Br'er Fox and Br'er Bear (also spelled Brer Fox and Brer Bear, ) are fictional characters from African-American oral traditions popular in the Southern United States. These characters have been recorded by many different folklorists, but are most well-known from the folktales adapted and compiled by Joel Chandler Harris, featuring his character Uncle Remus.

Disney adaptions
In the animated sequences of the 1946 Walt Disney-produced film Song of the South like in the stales, Br'er Fox is the stories' antagonist, while Br'er Bear is his unintelligent accomplice. Br'er Fox was voiced by actor James Baskett, who also portrayed the live-action character Uncle Remus, while Brer Bear was voiced by Nick Stewart. In contrast to the earlier illustrations of Frederick S. Church, A. B. Frost, and E. W. Kemble, the Disney animators depict the characters in a more slapstick, cartoony style.

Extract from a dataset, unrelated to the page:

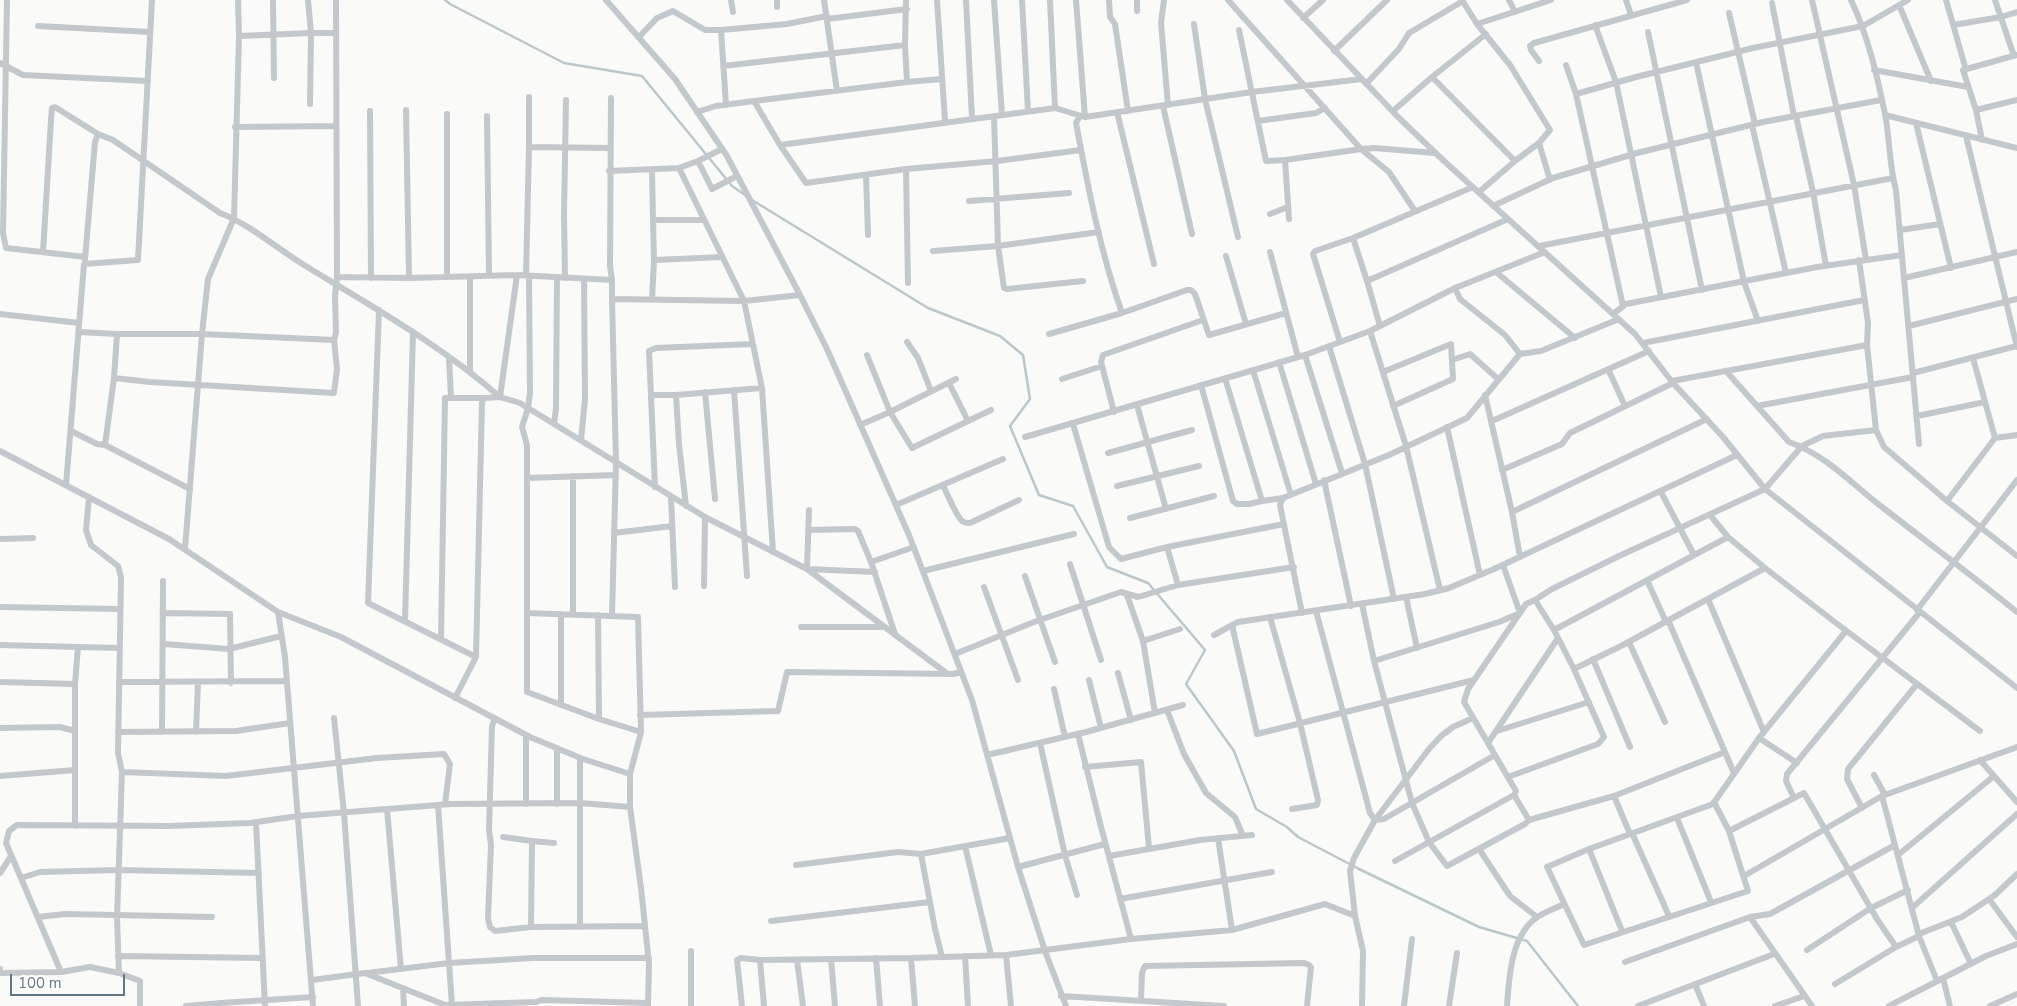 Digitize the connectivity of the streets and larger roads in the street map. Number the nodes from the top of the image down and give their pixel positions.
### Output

The Disney versions of the characters have made appearances in other works:
Br'er Fox and Br'er Bear appear in the Splash Mountain attractions at Disneyland, Tokyo Disneyland and formerly at Magic Kingdom. They also appeared with Br'er Rabbit at the Walt Disney Parks and Resorts for meet-and-greets, parades and shows.
A segment dedicated to the pair is featured in the 1956 one-hour television special Our Unsung Villains.
Br'er Fox and Br'er Bear make cameo appearances in several episodes of the Disney's House of Mouse television series, with Bonkers in the episode "Casabonkers", and in the direct-to-video release Mickey's Magical Christmas: Snowed in at the House of Mouse. 
Br'er Bear has made cameo appearances in other Disney films. He can be seen frequently in various scenes in Who Framed Roger Rabbit, and he is also seen in The Lion King 1½ along with many other Disney toons coming into the theater in the ending scene.
Br'er Bear has also made sporadic appearances in Disney comics. Although one Disney comic names Br'er Bear a title of "Honorary Constable of Cockleberry County" his "performance" is more akin to Fearless Fosdick. They appear sometimes in the Li'l Bad Wolf stories, where Br'er Bear is a farmer, and is sometimes on friendly terms with the other animals. Br'er Bear and Br'er Fox, along with Br'er Weasel, Br'er Buzzard and the Big Bad Wolf (A.K.A. Zeke Wolf or Br'er Wolf) are members of the "Foul Order of Foulfellows". A running gag is Zeke trying to get his hands on Br'er Bear's chickens so he can eat them, and he ends up getting pounded by Br'er Bear. They also appear often in the Dutch Donald Duck comics, usually hunting Broer Konijn (Dutch for Brer Rabbit). There, they are also given the names Rein Vos and Bruin Beer, respectively.
Both Br'er Bear and Br'er Fox make an appearance in the 2011 video game Kinect: Disneyland Adventures (Disneyland Adventures in the 2017 remaster) and both can be seen near Splash Mountain in Critter Country.
Br'er Bear's coat and farm hat are featured in 2022 film Chip 'n Dale: Rescue Rangers.

Other adaptations 

The cult film Coonskin, directed by Ralph Bakshi, focuses on a trio of characters inspired by the original folktales. Br'er Rabbit, Br'er Bear and Br'er Fox (renamed "Preacher Fox" in the film) all appear, and the elements of the stories are moved to a then-contemporary urban setting.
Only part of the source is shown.